Corporate E-Learning
Sunday, March 27, 2005
Kinds of learning in Corporate

I roughly classify learning/training in corporates into three types:

  1. Task Related Support
    During the daily operation, e.g. a bank teller, needs a procedural information in order to complete a task at hand. This is either delivered as a help desk (albeit internal) or some kind of dynamic FAQ or just-in-time training. For jobs which have high mobility of employees, a pre-job training package is usually developed to provide the needed training to the new employee.
    The nature of the problem is well defined and the user would like to have the answer as soon as possible.

  2. Compliance Training
    Corporate at a certain is required in law to provide certain training to their employees in order to demonstrate compliance to certain law or regulations, such as safety in the workplace, cultural diversity, sexual harrassment and so on. In some way, this is an insurance premium the corporate paid. The trainees are reluntant participants and usually lack the motivation to really understand the subject matter. As an insurance policy, the corporate is also not keen to measure the effectiveness of the learning/training as long as it can demonstrate that it has met its legal obligations.

  3. Corporate or Personal Development
    When a new product is to be launched, or a new procedure to be implemented, some sort of training is usually rolled out to provide training to the affected personel. This is far from development of a personal sense.
    Middle management sometimes gets training in team work or leadership development. Higher management may have retreat where they brain-storm and plan for strategies for the company. These are usually conducted under the leadership of an external consultant. Many trainees treat this kind of training as a holiday from work.


Most e-learning companies make their living by selling products or service to meet the first two categories and trainings are delivered by technology. The main selling points have always been the emphasis of Return of Investment (in other words, how to save more money).

The third category is usually delivered face to face by trainers and consultants.

The "digital divide" between the first two categories and the last one is great. I would be interested to find out why.
 
Sunday, March 20, 2005
Self directed learning in corporate? You must be kidding

This is a comment on Self directed learning? I don't think so by Bill Bruck.

Bill opens his exposition by

The term self directed learning is often touted as a principle of adult learning, e.g., "adult learners learn best when that learning is self directed." That principle is great for encounter groups; not so good for training brain surgeons. Yet "adult learning specialists" believe that a great way to conduct organizational learning is to allow employees to choose what they want to study, what goals they want to achieve, and the metrics for achieving them. That's hogwash.

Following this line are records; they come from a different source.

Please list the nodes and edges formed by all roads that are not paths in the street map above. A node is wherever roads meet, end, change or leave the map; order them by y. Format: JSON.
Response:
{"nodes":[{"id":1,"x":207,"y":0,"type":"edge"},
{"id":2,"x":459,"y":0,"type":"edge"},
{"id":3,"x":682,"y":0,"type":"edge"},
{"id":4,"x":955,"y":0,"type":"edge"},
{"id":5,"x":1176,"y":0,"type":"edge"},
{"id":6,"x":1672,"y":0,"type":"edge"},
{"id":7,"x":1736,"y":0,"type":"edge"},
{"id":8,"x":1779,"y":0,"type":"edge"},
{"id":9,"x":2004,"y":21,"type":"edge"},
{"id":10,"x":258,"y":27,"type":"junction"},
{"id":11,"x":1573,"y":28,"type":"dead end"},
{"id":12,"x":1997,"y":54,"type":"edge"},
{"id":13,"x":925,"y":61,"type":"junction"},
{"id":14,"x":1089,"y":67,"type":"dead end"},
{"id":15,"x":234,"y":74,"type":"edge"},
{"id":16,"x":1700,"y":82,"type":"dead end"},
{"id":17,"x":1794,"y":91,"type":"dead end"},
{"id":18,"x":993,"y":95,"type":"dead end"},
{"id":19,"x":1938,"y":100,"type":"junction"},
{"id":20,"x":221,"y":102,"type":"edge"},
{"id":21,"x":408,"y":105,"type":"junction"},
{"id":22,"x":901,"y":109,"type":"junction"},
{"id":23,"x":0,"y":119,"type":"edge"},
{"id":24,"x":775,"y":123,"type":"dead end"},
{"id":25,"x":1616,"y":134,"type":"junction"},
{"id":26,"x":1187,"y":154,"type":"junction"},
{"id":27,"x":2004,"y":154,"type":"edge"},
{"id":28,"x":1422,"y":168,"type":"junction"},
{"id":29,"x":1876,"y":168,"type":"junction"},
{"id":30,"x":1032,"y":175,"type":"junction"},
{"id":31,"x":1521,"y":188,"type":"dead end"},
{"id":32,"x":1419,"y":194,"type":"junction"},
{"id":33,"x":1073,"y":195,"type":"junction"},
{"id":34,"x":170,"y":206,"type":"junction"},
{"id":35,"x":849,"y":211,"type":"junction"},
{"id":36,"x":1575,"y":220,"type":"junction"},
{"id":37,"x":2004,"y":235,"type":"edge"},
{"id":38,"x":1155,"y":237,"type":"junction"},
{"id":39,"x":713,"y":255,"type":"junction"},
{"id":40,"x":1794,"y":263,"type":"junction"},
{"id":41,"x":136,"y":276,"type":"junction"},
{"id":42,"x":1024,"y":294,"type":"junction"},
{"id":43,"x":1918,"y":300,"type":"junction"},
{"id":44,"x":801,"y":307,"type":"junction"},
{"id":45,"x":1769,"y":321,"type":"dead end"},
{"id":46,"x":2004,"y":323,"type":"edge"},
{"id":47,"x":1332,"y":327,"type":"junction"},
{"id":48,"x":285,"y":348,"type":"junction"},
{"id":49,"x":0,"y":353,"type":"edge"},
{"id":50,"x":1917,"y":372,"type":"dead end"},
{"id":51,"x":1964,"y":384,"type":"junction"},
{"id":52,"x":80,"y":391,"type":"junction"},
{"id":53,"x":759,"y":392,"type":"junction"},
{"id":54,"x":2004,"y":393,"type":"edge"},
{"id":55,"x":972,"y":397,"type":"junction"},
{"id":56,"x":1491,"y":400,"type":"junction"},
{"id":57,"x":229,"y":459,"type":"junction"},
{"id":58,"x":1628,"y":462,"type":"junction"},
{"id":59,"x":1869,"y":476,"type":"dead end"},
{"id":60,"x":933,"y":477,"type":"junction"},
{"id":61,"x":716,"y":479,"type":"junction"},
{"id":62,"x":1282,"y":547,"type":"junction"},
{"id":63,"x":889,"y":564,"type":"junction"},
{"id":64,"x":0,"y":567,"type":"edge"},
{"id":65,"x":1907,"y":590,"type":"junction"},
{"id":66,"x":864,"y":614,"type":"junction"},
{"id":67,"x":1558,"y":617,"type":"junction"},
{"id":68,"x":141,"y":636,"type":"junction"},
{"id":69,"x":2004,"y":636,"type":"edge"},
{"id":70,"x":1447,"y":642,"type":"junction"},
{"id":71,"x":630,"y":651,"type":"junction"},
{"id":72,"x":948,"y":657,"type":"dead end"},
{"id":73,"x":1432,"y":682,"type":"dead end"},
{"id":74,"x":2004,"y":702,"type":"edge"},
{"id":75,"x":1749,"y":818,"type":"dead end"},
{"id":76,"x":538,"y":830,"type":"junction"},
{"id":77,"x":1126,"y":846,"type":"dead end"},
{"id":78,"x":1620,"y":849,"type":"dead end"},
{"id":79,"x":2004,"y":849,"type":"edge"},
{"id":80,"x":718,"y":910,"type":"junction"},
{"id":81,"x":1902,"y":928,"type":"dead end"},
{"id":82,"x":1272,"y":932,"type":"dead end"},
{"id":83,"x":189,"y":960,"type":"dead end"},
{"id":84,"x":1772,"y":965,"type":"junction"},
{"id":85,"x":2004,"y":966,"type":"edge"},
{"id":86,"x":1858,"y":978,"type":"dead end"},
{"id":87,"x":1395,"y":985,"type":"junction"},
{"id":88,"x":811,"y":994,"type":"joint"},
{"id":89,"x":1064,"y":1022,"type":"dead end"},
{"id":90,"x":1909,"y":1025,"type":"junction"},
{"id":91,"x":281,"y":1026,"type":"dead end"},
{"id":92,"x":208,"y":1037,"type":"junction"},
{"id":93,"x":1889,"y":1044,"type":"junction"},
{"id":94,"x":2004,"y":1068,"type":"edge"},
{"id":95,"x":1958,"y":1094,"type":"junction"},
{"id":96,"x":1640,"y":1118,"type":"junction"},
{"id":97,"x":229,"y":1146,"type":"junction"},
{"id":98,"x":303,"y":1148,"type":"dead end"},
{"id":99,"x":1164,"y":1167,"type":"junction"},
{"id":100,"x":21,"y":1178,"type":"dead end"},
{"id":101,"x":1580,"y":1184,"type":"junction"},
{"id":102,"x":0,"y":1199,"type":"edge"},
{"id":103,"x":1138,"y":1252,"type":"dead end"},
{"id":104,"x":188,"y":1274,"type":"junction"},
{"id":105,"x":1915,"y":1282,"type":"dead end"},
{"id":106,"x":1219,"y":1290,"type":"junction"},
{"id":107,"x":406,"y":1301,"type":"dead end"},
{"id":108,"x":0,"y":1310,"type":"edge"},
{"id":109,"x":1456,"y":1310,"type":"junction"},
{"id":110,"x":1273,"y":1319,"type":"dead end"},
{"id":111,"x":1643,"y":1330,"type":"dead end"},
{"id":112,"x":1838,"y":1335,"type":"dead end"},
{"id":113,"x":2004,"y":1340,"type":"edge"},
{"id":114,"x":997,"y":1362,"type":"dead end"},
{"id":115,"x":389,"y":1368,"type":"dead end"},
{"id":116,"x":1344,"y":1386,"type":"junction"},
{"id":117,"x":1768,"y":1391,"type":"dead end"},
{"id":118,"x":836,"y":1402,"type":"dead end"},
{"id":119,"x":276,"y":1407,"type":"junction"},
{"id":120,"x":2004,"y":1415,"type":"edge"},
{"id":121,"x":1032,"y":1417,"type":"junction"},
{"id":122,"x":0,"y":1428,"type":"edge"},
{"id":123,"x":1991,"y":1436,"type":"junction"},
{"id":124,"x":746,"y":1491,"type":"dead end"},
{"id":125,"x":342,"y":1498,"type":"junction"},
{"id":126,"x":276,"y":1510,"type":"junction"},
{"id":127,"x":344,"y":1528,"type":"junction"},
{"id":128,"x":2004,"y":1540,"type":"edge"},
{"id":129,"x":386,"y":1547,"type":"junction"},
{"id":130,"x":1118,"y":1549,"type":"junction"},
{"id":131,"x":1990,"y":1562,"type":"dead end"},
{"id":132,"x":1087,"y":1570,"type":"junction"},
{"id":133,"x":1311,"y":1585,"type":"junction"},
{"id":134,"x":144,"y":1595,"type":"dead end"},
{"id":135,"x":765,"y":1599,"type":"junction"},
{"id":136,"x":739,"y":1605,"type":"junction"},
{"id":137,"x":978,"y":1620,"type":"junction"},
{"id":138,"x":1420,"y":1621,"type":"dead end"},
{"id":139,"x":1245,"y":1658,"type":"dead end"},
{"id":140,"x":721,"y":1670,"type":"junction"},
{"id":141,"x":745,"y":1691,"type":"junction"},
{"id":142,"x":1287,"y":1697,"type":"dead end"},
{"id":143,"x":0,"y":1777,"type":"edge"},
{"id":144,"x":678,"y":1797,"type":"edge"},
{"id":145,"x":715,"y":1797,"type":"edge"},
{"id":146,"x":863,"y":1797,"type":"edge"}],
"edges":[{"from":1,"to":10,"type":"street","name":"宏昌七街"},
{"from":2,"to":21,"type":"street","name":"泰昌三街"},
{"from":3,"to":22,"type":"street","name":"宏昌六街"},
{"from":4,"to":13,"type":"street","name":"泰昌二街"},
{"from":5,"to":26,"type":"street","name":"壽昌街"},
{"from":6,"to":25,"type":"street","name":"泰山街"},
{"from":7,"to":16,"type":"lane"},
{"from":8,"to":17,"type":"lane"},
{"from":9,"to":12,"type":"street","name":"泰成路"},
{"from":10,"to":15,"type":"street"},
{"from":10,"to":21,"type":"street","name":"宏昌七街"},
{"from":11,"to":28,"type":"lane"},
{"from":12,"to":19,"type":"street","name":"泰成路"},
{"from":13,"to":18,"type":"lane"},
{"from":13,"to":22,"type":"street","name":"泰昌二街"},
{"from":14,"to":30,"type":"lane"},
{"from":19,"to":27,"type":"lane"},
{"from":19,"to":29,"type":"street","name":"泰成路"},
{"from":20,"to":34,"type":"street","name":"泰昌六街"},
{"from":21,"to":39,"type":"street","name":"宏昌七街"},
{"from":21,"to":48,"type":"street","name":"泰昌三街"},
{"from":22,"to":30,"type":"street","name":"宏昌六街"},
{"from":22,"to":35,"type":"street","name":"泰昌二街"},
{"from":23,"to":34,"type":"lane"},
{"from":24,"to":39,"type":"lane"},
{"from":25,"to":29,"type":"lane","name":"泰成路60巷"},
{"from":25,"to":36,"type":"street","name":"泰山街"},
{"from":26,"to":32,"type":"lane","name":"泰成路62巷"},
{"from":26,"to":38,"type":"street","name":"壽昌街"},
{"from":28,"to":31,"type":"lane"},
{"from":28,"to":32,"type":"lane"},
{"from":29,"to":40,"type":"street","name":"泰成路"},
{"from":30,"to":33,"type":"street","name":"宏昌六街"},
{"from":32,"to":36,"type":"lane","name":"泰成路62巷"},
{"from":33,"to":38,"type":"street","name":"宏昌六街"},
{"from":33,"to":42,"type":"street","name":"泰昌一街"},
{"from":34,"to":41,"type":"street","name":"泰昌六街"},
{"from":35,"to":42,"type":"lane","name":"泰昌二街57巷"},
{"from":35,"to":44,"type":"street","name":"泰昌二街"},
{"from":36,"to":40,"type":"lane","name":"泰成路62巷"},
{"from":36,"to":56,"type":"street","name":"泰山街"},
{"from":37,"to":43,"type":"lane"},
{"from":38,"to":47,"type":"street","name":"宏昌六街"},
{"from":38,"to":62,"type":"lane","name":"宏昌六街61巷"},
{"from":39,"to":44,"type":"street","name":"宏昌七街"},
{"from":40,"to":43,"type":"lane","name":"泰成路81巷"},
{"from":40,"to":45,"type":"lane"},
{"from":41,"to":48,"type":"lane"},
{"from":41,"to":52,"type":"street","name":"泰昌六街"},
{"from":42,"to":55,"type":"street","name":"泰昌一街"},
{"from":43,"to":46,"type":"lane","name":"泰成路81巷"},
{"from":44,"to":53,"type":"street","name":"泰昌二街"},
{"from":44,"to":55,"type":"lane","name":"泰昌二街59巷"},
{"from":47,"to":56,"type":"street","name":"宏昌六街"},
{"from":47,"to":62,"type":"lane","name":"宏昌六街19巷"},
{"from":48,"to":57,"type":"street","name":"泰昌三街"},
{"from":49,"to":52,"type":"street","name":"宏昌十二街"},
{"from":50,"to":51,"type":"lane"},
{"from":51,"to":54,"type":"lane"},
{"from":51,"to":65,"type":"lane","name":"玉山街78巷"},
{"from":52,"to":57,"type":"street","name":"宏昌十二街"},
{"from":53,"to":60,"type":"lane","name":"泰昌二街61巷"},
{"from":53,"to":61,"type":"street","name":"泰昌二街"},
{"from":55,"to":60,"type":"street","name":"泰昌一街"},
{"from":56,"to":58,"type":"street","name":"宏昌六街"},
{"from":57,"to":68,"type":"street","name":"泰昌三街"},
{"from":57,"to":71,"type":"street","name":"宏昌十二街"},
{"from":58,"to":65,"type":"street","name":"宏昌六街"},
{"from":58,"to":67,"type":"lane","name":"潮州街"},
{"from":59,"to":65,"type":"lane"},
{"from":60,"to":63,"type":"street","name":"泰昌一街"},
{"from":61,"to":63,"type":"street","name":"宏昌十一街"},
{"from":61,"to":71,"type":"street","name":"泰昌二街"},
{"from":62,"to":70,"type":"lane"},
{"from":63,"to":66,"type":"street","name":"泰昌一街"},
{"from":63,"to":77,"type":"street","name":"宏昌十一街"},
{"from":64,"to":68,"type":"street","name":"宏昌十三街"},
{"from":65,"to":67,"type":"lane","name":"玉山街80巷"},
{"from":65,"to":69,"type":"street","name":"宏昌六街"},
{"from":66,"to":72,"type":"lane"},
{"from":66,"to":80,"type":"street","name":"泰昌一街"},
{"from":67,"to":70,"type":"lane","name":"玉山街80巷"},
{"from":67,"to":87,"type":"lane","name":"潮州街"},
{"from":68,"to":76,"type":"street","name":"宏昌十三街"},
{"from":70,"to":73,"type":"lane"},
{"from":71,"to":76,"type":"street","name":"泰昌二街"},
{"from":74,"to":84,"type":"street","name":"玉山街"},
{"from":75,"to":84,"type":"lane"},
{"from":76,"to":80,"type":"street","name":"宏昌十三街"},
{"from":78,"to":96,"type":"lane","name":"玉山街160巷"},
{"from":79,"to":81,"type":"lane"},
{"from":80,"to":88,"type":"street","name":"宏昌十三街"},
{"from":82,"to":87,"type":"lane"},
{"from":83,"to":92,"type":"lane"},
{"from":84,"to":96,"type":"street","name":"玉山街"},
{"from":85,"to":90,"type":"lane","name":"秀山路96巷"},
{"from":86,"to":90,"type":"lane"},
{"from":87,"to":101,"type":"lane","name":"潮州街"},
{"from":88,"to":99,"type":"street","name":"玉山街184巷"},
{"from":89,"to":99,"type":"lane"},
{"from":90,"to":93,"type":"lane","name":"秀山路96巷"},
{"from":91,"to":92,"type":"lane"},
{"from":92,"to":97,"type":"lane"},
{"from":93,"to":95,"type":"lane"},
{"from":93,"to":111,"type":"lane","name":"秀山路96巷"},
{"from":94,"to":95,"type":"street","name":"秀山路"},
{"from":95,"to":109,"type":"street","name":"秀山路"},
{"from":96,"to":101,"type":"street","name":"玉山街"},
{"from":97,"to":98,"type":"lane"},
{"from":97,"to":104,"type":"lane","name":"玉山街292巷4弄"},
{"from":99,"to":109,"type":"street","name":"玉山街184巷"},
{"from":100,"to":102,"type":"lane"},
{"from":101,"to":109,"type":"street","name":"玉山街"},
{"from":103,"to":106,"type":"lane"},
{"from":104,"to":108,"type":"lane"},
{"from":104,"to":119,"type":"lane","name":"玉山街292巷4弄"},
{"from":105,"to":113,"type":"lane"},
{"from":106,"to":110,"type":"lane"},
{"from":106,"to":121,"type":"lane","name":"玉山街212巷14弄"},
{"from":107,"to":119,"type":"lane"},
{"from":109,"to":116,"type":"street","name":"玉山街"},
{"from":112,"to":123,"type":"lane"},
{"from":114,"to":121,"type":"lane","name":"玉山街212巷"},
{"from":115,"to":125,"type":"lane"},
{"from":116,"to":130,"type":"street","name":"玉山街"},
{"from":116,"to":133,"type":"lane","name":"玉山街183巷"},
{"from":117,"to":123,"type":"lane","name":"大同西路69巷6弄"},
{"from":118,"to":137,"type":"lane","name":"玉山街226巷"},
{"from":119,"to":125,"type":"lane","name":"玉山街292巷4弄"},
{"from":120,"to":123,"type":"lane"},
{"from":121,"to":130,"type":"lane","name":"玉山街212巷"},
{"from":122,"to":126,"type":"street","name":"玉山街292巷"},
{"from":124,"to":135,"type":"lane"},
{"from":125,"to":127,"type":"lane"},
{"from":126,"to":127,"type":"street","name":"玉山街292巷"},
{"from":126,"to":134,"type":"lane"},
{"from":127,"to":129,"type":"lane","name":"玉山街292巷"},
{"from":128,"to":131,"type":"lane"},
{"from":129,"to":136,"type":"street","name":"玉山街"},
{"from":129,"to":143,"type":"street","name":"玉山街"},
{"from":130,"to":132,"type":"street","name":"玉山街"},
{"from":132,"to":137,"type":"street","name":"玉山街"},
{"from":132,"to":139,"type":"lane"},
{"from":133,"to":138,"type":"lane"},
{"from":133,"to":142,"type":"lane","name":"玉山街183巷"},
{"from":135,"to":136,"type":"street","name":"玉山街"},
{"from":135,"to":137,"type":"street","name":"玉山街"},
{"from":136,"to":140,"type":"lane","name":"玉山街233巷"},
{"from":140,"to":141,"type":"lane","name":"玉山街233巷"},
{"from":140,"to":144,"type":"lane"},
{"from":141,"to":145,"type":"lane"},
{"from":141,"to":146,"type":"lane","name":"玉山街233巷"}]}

Not that Bill has anything against adult learning theory, it is the application of self-drectedness to employer paid corporate learning being misguided. He continued to write:

In the world of organizational learning that I inhabit, employers decide to make an investment of money and time in developing the skills and knowledge of their employees, because there's a businesss reason for so doing (e.g., increased profit or productivity, decreased risk or time to market).

In the world I inhabit, a lot of this training is focused on skills that the organization (not the individual) deems critical: The ability to conduct a hiring interview in accordance with legal guidelines; to document decisions made on an insurance claim; to effectively execute a solution-selling approach; to customize a new version of the operating system without losing data; to employ critical thinking in analyses; or to make persuasive verbal presentations.

In the world I inhabit, it's not the individual who decides whether they have mastered these skills, it is ultimately their managers, as manifested in their performance evaluations.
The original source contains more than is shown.